Use the discussion board within your group to encourage your team to share ideas (such as party ideas, ways to find new customers, ways to achieve the current incentive, etc.), and provide a place for new team members to find and support one another.  Use the Wall to highlight the achievements of members of your team, as well as highlighting company and team incentives.

By creating a dynamic community for team members, and letting them know about it through your offline communications (team meetings, team newsletter, conference calls, etc.) you can provide a level of support and community that can help take your team to the next level.  It can also increase your retention rates, because people who feel part of a community tend to stay longer.
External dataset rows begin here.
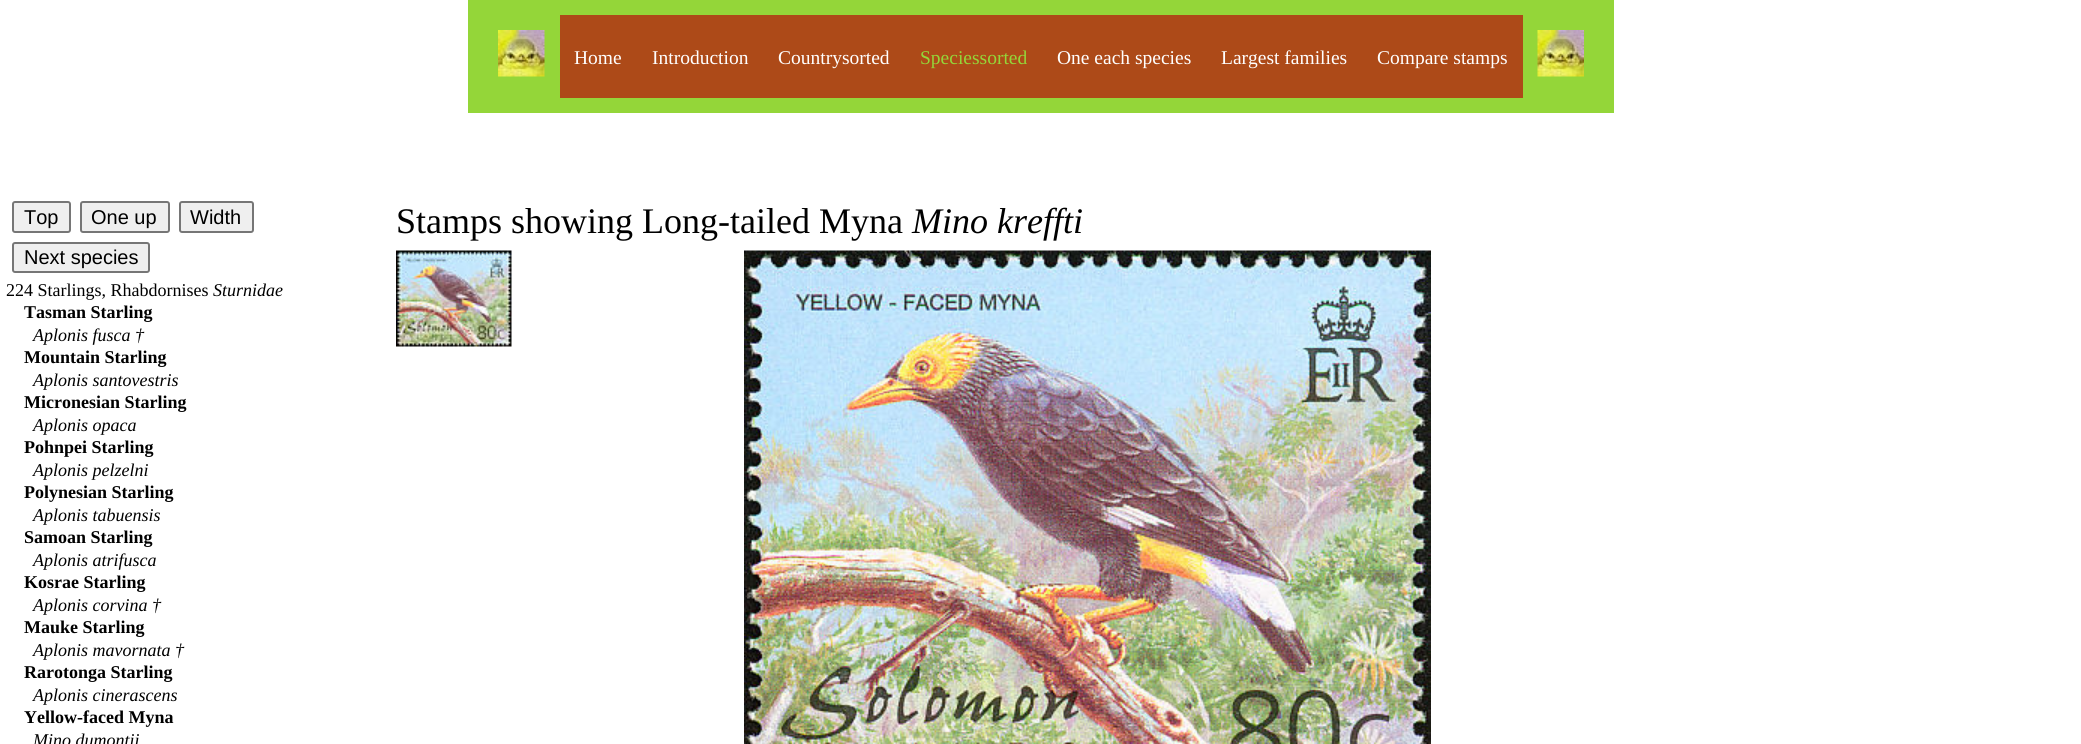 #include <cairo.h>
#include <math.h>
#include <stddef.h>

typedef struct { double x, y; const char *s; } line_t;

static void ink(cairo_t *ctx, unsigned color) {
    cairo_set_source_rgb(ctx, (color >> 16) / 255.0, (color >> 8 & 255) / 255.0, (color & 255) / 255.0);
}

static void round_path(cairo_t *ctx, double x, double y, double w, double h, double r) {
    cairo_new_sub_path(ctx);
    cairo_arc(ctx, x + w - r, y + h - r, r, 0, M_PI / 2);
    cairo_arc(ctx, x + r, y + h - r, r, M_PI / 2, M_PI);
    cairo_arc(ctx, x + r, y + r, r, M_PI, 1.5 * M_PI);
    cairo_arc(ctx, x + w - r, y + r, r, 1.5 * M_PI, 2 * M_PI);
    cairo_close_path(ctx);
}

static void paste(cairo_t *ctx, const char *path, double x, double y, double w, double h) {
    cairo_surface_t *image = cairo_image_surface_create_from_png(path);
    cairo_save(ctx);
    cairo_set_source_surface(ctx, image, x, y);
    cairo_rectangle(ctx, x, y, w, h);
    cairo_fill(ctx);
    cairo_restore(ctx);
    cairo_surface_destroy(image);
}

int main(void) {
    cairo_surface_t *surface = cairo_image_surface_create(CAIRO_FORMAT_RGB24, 2081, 744);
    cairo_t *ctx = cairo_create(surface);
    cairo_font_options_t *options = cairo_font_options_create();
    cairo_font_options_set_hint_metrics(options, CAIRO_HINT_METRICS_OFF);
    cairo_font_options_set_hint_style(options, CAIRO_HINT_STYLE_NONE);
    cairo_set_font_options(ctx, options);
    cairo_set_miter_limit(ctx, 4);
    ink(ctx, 0xFFFFFF);
    cairo_paint(ctx);
    ink(ctx, 0x94D639);
    cairo_rectangle(ctx, 468, 0, 1146, 113);
    cairo_fill(ctx);
    paste(ctx, "media/1.png", 498, 30, 47, 47);
    ink(ctx, 0xAD4A18);
    cairo_rectangle(ctx, 560, 15, 963, 83);
    cairo_fill(ctx);
    cairo_select_font_face(ctx, "Liberation Serif", CAIRO_FONT_SLANT_NORMAL, CAIRO_FONT_WEIGHT_NORMAL);
    cairo_set_font_size(ctx, 19.5);
    ink(ctx, 0xFFFFFF);
    {
        static const line_t items[] = {
            {574, 64, "Home"},
            {652, 64, "Introduction"},
            {778, 64, "Countrysorted"},
        };
        for (size_t i = 0; i < sizeof items / sizeof *items; i++) {
            cairo_move_to(ctx, items[i].x, items[i].y);
            cairo_show_text(ctx, items[i].s);
        }
    }
    ink(ctx, 0x94D639);
    cairo_move_to(ctx, 920, 64);
    cairo_show_text(ctx, "Speciessorted");
    ink(ctx, 0xFFFFFF);
    {
        static const line_t items[] = {
            {1057, 64, "One each species"},
            {1221, 64, "Largest families"},
            {1377, 64, "Compare stamps"},
        };
        for (size_t i = 0; i < sizeof items / sizeof *items; i++) {
            cairo_move_to(ctx, items[i].x, items[i].y);
            cairo_show_text(ctx, items[i].s);
        }
    }
    paste(ctx, "media/2.png", 1537, 30, 47, 47);
    ink(ctx, 0xEFEFEF);
    round_path(ctx, 13, 202, 57, 30, 2);
    cairo_fill_preserve(ctx);
    ink(ctx, 0x767676);
    cairo_stroke(ctx);
    cairo_select_font_face(ctx, "Liberation Sans", CAIRO_FONT_SLANT_NORMAL, CAIRO_FONT_WEIGHT_NORMAL);
    cairo_set_font_size(ctx, 20);
    ink(ctx, 0x000000);
    cairo_move_to(ctx, 24, 224);
    cairo_show_text(ctx, "Top");
    ink(ctx, 0xEFEFEF);
    round_path(ctx, 81, 202, 88, 30, 2);
    cairo_fill_preserve(ctx);
    ink(ctx, 0x767676);
    cairo_stroke(ctx);
    ink(ctx, 0x000000);
    cairo_move_to(ctx, 91, 224);
    cairo_show_text(ctx, "One up");
    ink(ctx, 0xEFEFEF);
    round_path(ctx, 180, 202, 73, 30, 2);
    cairo_fill_preserve(ctx);
    ink(ctx, 0x767676);
    cairo_stroke(ctx);
    ink(ctx, 0x000000);
    cairo_move_to(ctx, 190, 224);
    cairo_show_text(ctx, "Width");
    ink(ctx, 0xEFEFEF);
    round_path(ctx, 13, 243, 136, 29, 2);
    cairo_fill_preserve(ctx);
    ink(ctx, 0x767676);
    cairo_stroke(ctx);
    ink(ctx, 0x000000);
    cairo_move_to(ctx, 24, 264);
    cairo_show_text(ctx, "Next species");
    cairo_select_font_face(ctx, "Liberation Serif", CAIRO_FONT_SLANT_NORMAL, CAIRO_FONT_WEIGHT_NORMAL);
    cairo_set_font_size(ctx, 18);
    cairo_move_to(ctx, 6, 296);
    cairo_show_text(ctx, "224 Starlings, Rhabdornises");
    cairo_select_font_face(ctx, "Liberation Serif", CAIRO_FONT_SLANT_ITALIC, CAIRO_FONT_WEIGHT_NORMAL);
    cairo_move_to(ctx, 213, 296);
    cairo_show_text(ctx, "Sturnidae");
    cairo_select_font_face(ctx, "Liberation Serif", CAIRO_FONT_SLANT_NORMAL, CAIRO_FONT_WEIGHT_BOLD);
    cairo_move_to(ctx, 24, 318);
    cairo_show_text(ctx, "Tasman Starling");
    cairo_select_font_face(ctx, "Liberation Serif", CAIRO_FONT_SLANT_ITALIC, CAIRO_FONT_WEIGHT_NORMAL);
    cairo_move_to(ctx, 33, 341);
    cairo_show_text(ctx, "Aplonis fusca †");
    cairo_select_font_face(ctx, "Liberation Serif", CAIRO_FONT_SLANT_NORMAL, CAIRO_FONT_WEIGHT_BOLD);
    cairo_move_to(ctx, 24, 363);
    cairo_show_text(ctx, "Mountain Starling");
    cairo_select_font_face(ctx, "Liberation Serif", CAIRO_FONT_SLANT_ITALIC, CAIRO_FONT_WEIGHT_NORMAL);
    cairo_move_to(ctx, 33, 386);
    cairo_show_text(ctx, "Aplonis santovestris");
    cairo_select_font_face(ctx, "Liberation Serif", CAIRO_FONT_SLANT_NORMAL, CAIRO_FONT_WEIGHT_BOLD);
    cairo_move_to(ctx, 24, 408);
    cairo_show_text(ctx, "Micronesian Starling");
    cairo_select_font_face(ctx, "Liberation Serif", CAIRO_FONT_SLANT_ITALIC, CAIRO_FONT_WEIGHT_NORMAL);
    cairo_move_to(ctx, 33, 431);
    cairo_show_text(ctx, "Aplonis opaca");
    cairo_select_font_face(ctx, "Liberation Serif", CAIRO_FONT_SLANT_NORMAL, CAIRO_FONT_WEIGHT_BOLD);
    cairo_move_to(ctx, 24, 453);
    cairo_show_text(ctx, "Pohnpei Starling");
    cairo_select_font_face(ctx, "Liberation Serif", CAIRO_FONT_SLANT_ITALIC, CAIRO_FONT_WEIGHT_NORMAL);
    cairo_move_to(ctx, 33, 476);
    cairo_show_text(ctx, "Aplonis pelzelni");
    cairo_select_font_face(ctx, "Liberation Serif", CAIRO_FONT_SLANT_NORMAL, CAIRO_FONT_WEIGHT_BOLD);
    cairo_move_to(ctx, 24, 498);
    cairo_show_text(ctx, "Polynesian Starling");
    cairo_select_font_face(ctx, "Liberation Serif", CAIRO_FONT_SLANT_ITALIC, CAIRO_FONT_WEIGHT_NORMAL);
    cairo_move_to(ctx, 33, 521);
    cairo_show_text(ctx, "Aplonis tabuensis");
    cairo_select_font_face(ctx, "Liberation Serif", CAIRO_FONT_SLANT_NORMAL, CAIRO_FONT_WEIGHT_BOLD);
    cairo_move_to(ctx, 24, 543);
    cairo_show_text(ctx, "Samoan Starling");
    cairo_select_font_face(ctx, "Liberation Serif", CAIRO_FONT_SLANT_ITALIC, CAIRO_FONT_WEIGHT_NORMAL);
    cairo_move_to(ctx, 33, 566);
    cairo_show_text(ctx, "Aplonis atrifusca");
    cairo_select_font_face(ctx, "Liberation Serif", CAIRO_FONT_SLANT_NORMAL, CAIRO_FONT_WEIGHT_BOLD);
    cairo_move_to(ctx, 24, 588);
    cairo_show_text(ctx, "Kosrae Starling");
    cairo_select_font_face(ctx, "Liberation Serif", CAIRO_FONT_SLANT_ITALIC, CAIRO_FONT_WEIGHT_NORMAL);
    cairo_move_to(ctx, 33, 611);
    cairo_show_text(ctx, "Aplonis corvina †");
    cairo_select_font_face(ctx, "Liberation Serif", CAIRO_FONT_SLANT_NORMAL, CAIRO_FONT_WEIGHT_BOLD);
    cairo_move_to(ctx, 24, 633);
    cairo_show_text(ctx, "Mauke Starling");
    cairo_select_font_face(ctx, "Liberation Serif", CAIRO_FONT_SLANT_ITALIC, CAIRO_FONT_WEIGHT_NORMAL);
    cairo_move_to(ctx, 33, 656);
    cairo_show_text(ctx, "Aplonis mavornata †");
    cairo_select_font_face(ctx, "Liberation Serif", CAIRO_FONT_SLANT_NORMAL, CAIRO_FONT_WEIGHT_BOLD);
    cairo_move_to(ctx, 24, 678);
    cairo_show_text(ctx, "Rarotonga Starling");
    cairo_select_font_face(ctx, "Liberation Serif", CAIRO_FONT_SLANT_ITALIC, CAIRO_FONT_WEIGHT_NORMAL);
    cairo_move_to(ctx, 33, 701);
    cairo_show_text(ctx, "Aplonis cinerascens");
    cairo_select_font_face(ctx, "Liberation Serif", CAIRO_FONT_SLANT_NORMAL, CAIRO_FONT_WEIGHT_BOLD);
    cairo_move_to(ctx, 24, 723);
    cairo_show_text(ctx, "Yellow-faced Myna");
    cairo_select_font_face(ctx, "Liberation Serif", CAIRO_FONT_SLANT_ITALIC, CAIRO_FONT_WEIGHT_NORMAL);
    cairo_move_to(ctx, 33, 746);
    cairo_show_text(ctx, "Mino dumontii");
    cairo_select_font_face(ctx, "Liberation Serif", CAIRO_FONT_SLANT_NORMAL, CAIRO_FONT_WEIGHT_NORMAL);
    cairo_set_font_size(ctx, 36);
    cairo_move_to(ctx, 396, 233);
    cairo_show_text(ctx, "Stamps showing Long-tailed Myna");
    cairo_select_font_face(ctx, "Liberation Serif", CAIRO_FONT_SLANT_ITALIC, CAIRO_FONT_WEIGHT_NORMAL);
    cairo_move_to(ctx, 912, 233);
    cairo_show_text(ctx, "Mino kreffti");
    paste(ctx, "media/3.png", 396, 250, 116, 97);
    paste(ctx, "media/4.png", 744, 250, 687, 494);
    cairo_surface_write_to_png(surface, "image.png");
    cairo_font_options_destroy(options);
    cairo_destroy(ctx);
    cairo_surface_destroy(surface);
    return 0;
}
I would love to hear about your experiences using Facebook Groups for your business.  What do you share in your group?  How have you encouraged your team to use it?  What results have you seen?  Not using groups yet?  What are you planning to do with them?  Looking forward to reading your comments!  (And I hope you’ll join my Facebook Group if you haven’t already!)

7 Responses to Using Facebook Groups for Your Business
  1. Camisetas
    February 23, 2011 | 8:47 pm

    Facebook is changing the perception people have of the world. I believe that Facebook is re-defining how we perceive privacy. That said, value plays a huge role. The less value any of their services provide, the less we tolerate the “open privacy” and vice versa. I’m intrigued by Facebook groups as well. They have a lot of potential. My biggest worry, though, is Facebook’s tendency to throw privacy settings out the window at a whim.

  2. WillB
    April 7, 2010 | 3:10 am

    One great tool for managing connections in groups and fans’ pages is XibYa Groups-Explorer.

    If you have a need to view facebook groups in a new way or need to browse or explore groups in Facebook then XibYa Groups-Explorer may have a solution for you.

    You can check out what groups you share with your friends (or fan pages) and can create a graphical map of your connections:

    To check the app:

  3. Patty Reiser
    April 5, 2010 | 8:02 pm

    I had not considered using Facebook Groups for my team members. For one, I only recently added the first member to what I hope will be a growing team. I have already established a Ning Social Network just for my team members. I did this months ago in anticipation of growing a team. I probably will keep it so.

    For my clients/customers I have created a Facebook Fan Page to keep them updated, share specials, etc.

  4. Brett Duncan
    April 1, 2010 | 9:39 pm

    Jen – what do you like about Groups that make them better (or different) than fan pages?


    • Jennifer Fong
      April 2, 2010 | 7:54 am

      Brett, this post describes some of my thoughts on the matter: In a nutshell, I believe that DS companies should have pages, but for individual consultants, a group and profile get the job done.

      Ideally, direct sellers should be focused on building relationships and providing value. This can be done effectively without having to spend all the time necessary on the bells and whistles of a page. At the end of the day, their business is not social media…it’s building relationships, selling products, and promoting the opportunity.